* **WHAT THE TASK ASKS**
Only lines with the word "Answer" are needed; collect each of them from the listing below.

[[ EXTRACTED RECORDS open ]]

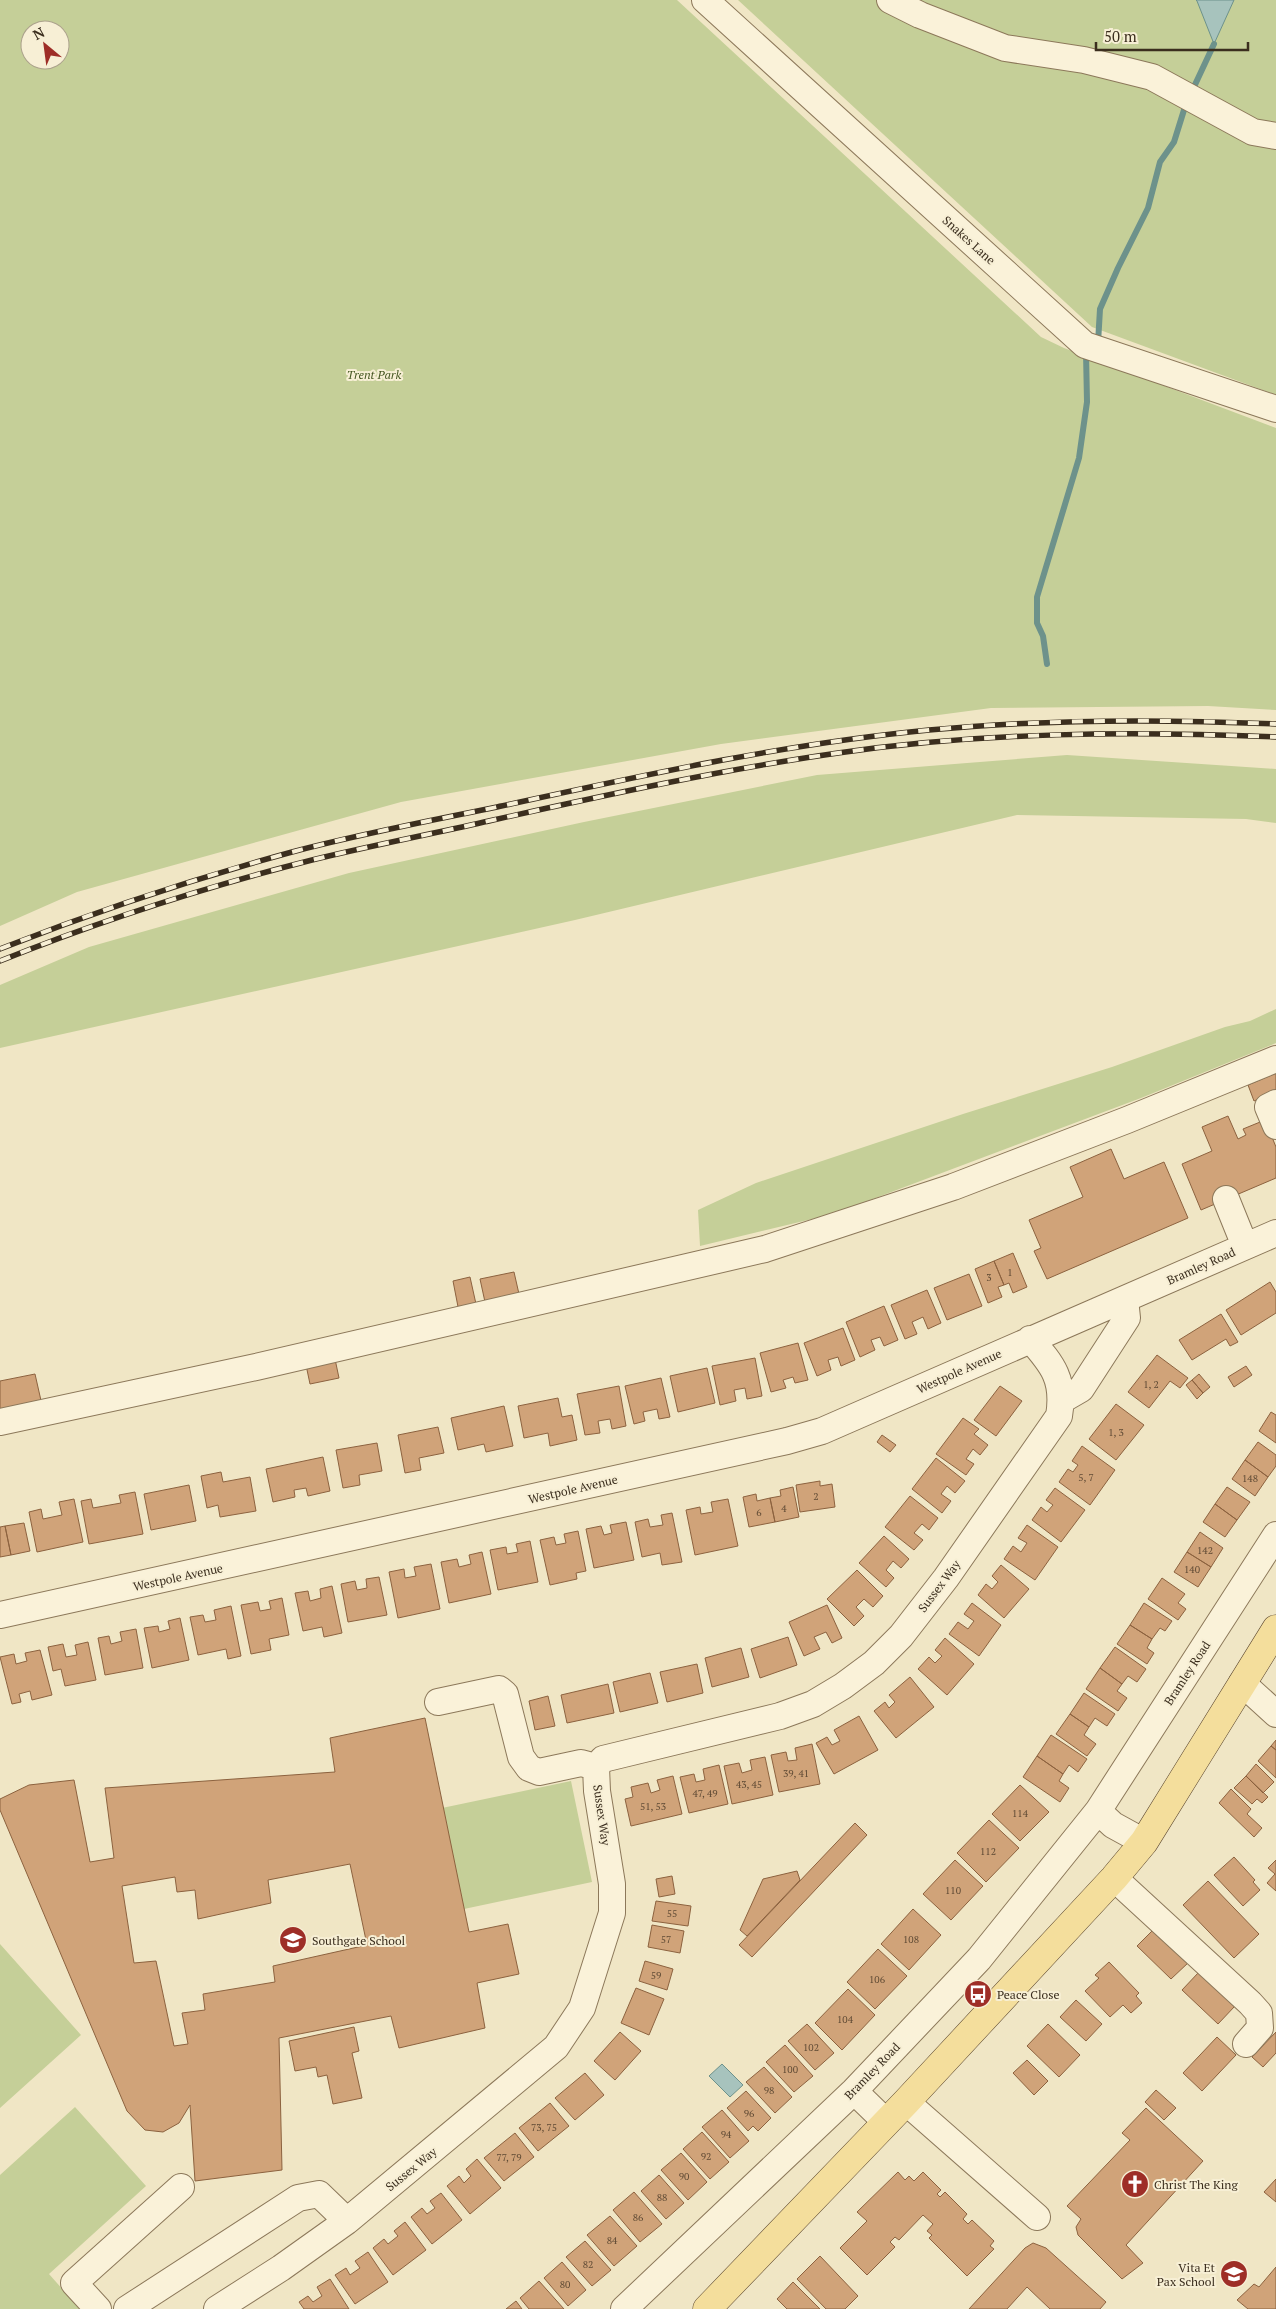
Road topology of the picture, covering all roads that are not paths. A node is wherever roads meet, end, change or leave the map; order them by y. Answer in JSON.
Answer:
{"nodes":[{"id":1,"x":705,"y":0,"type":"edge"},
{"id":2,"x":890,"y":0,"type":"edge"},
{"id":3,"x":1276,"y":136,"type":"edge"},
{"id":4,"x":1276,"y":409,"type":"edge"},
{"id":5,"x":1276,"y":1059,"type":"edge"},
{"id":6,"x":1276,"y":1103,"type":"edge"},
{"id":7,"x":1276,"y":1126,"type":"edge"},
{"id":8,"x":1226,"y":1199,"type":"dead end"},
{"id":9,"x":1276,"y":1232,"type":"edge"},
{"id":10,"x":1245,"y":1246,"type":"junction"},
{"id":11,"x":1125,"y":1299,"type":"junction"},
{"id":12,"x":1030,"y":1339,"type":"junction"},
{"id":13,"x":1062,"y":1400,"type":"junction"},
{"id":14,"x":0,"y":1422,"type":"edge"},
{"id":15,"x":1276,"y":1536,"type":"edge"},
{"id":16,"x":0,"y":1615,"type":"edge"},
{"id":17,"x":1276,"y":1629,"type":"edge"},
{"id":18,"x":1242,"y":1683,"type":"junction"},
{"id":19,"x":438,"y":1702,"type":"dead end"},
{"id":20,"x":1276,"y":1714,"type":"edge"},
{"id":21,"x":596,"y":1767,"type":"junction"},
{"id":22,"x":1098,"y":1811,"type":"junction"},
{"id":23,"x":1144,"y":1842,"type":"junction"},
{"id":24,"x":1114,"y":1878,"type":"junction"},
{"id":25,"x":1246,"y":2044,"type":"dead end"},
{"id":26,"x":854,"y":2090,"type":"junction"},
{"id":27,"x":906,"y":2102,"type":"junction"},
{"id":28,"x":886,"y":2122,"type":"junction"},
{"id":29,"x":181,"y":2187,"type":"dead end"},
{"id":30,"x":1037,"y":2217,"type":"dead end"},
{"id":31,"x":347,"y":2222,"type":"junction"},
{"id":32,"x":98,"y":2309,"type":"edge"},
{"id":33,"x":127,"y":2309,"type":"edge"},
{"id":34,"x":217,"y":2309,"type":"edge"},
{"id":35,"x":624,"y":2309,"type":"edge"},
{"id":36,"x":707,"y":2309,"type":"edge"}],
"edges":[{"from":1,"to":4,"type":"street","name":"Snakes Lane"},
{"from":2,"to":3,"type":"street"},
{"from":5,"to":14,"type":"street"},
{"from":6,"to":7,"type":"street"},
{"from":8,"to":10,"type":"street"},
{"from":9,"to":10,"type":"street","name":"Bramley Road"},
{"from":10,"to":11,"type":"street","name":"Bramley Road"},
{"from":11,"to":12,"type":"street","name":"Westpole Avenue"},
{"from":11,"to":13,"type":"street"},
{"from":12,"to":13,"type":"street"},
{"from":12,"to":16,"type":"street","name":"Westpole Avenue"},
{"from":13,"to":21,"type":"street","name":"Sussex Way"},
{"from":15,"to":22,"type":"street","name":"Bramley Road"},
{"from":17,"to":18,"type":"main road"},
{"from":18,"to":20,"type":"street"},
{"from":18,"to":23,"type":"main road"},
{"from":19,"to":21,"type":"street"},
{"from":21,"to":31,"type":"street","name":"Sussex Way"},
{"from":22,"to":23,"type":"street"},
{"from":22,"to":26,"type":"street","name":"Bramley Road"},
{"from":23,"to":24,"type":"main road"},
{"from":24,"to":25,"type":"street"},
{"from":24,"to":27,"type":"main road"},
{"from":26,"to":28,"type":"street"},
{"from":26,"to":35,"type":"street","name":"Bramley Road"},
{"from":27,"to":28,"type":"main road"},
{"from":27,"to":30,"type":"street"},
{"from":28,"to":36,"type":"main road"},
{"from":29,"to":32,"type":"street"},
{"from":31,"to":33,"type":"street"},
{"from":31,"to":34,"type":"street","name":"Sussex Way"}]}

[[ EXTRACTED RECORDS closed ]]
[[ EXTRACTED RECORDS open ]]

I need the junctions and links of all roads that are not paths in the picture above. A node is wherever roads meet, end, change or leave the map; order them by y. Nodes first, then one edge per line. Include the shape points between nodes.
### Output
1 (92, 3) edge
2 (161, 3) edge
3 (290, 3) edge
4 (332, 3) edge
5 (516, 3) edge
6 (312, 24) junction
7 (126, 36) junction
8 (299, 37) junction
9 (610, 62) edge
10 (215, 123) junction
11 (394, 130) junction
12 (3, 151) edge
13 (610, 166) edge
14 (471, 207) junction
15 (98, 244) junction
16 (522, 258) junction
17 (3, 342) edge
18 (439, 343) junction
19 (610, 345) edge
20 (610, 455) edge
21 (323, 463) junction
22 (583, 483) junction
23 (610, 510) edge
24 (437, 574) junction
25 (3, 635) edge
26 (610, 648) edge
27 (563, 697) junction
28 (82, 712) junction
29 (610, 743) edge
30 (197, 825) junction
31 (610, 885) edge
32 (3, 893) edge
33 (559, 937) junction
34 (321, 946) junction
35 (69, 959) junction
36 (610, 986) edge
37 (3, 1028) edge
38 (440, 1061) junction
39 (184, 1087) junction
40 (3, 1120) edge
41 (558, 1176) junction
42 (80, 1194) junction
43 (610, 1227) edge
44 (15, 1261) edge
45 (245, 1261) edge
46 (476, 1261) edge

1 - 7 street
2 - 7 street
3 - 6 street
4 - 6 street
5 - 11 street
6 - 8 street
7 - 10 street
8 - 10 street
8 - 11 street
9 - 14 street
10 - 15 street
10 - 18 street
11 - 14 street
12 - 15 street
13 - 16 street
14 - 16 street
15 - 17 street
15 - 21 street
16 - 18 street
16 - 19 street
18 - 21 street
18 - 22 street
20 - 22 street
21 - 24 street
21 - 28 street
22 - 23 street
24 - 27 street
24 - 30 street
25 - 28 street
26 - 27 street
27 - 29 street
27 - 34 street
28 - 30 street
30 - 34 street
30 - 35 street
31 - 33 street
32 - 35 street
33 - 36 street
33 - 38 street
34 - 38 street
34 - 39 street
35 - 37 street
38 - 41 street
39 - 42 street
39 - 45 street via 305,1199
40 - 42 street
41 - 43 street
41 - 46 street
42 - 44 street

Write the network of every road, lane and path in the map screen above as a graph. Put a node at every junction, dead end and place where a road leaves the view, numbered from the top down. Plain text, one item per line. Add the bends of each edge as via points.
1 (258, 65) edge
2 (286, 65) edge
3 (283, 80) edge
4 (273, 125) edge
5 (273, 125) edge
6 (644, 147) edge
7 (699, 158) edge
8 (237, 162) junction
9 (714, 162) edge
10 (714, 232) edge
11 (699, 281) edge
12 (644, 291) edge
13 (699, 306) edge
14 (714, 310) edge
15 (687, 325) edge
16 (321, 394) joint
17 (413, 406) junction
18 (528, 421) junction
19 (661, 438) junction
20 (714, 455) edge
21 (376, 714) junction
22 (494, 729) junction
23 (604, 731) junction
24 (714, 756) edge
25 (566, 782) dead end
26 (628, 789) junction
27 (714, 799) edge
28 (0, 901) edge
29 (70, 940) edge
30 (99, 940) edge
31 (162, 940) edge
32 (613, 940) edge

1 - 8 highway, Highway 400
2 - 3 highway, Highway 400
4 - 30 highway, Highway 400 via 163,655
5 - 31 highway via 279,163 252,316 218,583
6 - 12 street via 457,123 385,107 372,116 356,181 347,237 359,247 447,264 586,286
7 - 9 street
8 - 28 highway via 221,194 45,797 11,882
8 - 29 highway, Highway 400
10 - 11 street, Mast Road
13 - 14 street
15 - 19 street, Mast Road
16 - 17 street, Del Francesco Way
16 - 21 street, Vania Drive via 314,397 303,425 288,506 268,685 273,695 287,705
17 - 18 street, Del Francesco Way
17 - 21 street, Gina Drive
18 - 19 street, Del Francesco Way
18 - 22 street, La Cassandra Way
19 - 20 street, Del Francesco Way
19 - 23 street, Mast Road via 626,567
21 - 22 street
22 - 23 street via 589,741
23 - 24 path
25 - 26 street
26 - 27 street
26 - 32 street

[[ EXTRACTED RECORDS closed ]]
[[ EXTRACTED RECORDS open ]]

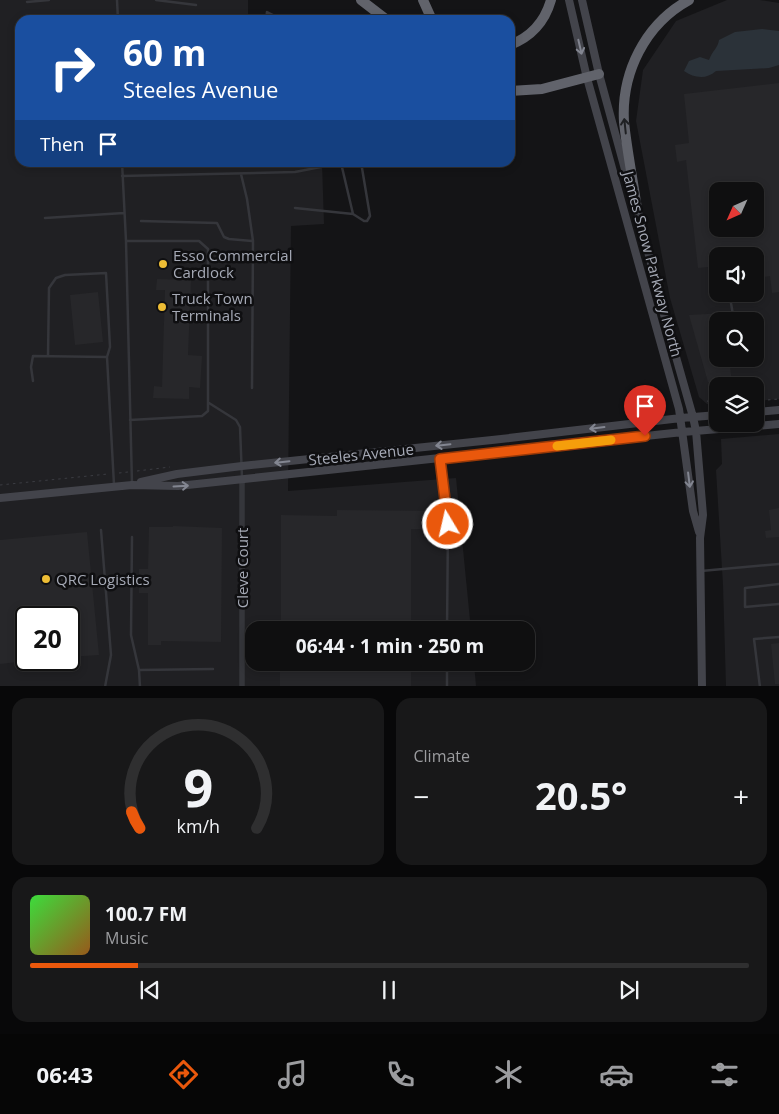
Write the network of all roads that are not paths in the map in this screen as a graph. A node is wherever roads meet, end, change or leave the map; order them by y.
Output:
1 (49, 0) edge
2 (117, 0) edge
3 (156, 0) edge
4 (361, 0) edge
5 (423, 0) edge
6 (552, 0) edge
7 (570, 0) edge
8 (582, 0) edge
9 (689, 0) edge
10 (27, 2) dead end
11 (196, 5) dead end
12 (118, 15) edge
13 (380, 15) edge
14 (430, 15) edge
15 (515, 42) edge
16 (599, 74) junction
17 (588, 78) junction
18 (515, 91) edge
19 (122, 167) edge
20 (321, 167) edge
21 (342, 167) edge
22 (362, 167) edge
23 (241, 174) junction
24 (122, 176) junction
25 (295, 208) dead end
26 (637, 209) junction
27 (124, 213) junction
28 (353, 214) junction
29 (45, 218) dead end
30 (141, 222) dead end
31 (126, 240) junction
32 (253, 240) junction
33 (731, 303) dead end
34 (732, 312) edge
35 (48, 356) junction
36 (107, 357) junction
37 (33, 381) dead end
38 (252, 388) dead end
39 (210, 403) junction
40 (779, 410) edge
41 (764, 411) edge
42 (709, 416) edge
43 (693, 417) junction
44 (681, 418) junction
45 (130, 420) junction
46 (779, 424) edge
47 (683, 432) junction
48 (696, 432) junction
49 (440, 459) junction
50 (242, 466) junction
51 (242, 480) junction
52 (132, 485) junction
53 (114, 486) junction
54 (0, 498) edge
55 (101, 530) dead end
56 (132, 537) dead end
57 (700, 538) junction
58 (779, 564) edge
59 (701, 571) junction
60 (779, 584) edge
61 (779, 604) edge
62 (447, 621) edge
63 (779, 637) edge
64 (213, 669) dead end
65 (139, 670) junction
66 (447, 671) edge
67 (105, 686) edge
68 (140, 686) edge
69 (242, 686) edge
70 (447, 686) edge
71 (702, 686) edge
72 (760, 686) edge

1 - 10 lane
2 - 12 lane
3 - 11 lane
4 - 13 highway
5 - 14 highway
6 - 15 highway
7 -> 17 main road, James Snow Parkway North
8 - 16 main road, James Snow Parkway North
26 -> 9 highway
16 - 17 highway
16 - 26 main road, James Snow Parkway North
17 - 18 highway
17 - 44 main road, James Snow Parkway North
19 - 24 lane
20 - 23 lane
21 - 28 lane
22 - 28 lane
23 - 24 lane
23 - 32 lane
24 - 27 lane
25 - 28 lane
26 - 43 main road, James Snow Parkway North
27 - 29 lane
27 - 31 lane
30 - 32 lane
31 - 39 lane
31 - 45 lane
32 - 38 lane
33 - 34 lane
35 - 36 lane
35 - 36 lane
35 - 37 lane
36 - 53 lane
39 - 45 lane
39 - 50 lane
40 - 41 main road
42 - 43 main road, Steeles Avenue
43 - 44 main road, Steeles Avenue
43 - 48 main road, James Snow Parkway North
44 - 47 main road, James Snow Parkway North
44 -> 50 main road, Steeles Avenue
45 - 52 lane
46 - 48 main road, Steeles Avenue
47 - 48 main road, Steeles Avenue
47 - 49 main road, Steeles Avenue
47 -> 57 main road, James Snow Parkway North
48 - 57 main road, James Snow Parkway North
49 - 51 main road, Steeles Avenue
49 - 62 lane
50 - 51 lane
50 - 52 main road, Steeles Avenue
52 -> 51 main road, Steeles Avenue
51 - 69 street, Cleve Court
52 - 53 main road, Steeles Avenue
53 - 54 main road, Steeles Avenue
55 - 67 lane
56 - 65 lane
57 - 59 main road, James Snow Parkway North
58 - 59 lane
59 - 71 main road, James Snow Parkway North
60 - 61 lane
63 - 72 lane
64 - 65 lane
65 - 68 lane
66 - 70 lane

[[ EXTRACTED RECORDS closed ]]

* **SOLUTION FOR THIS EXERCISE**
Road topology of the picture, covering all roads that are not paths. A node is wherever roads meet, end, change or leave the map; order them by y. Answer in JSON.
Answer:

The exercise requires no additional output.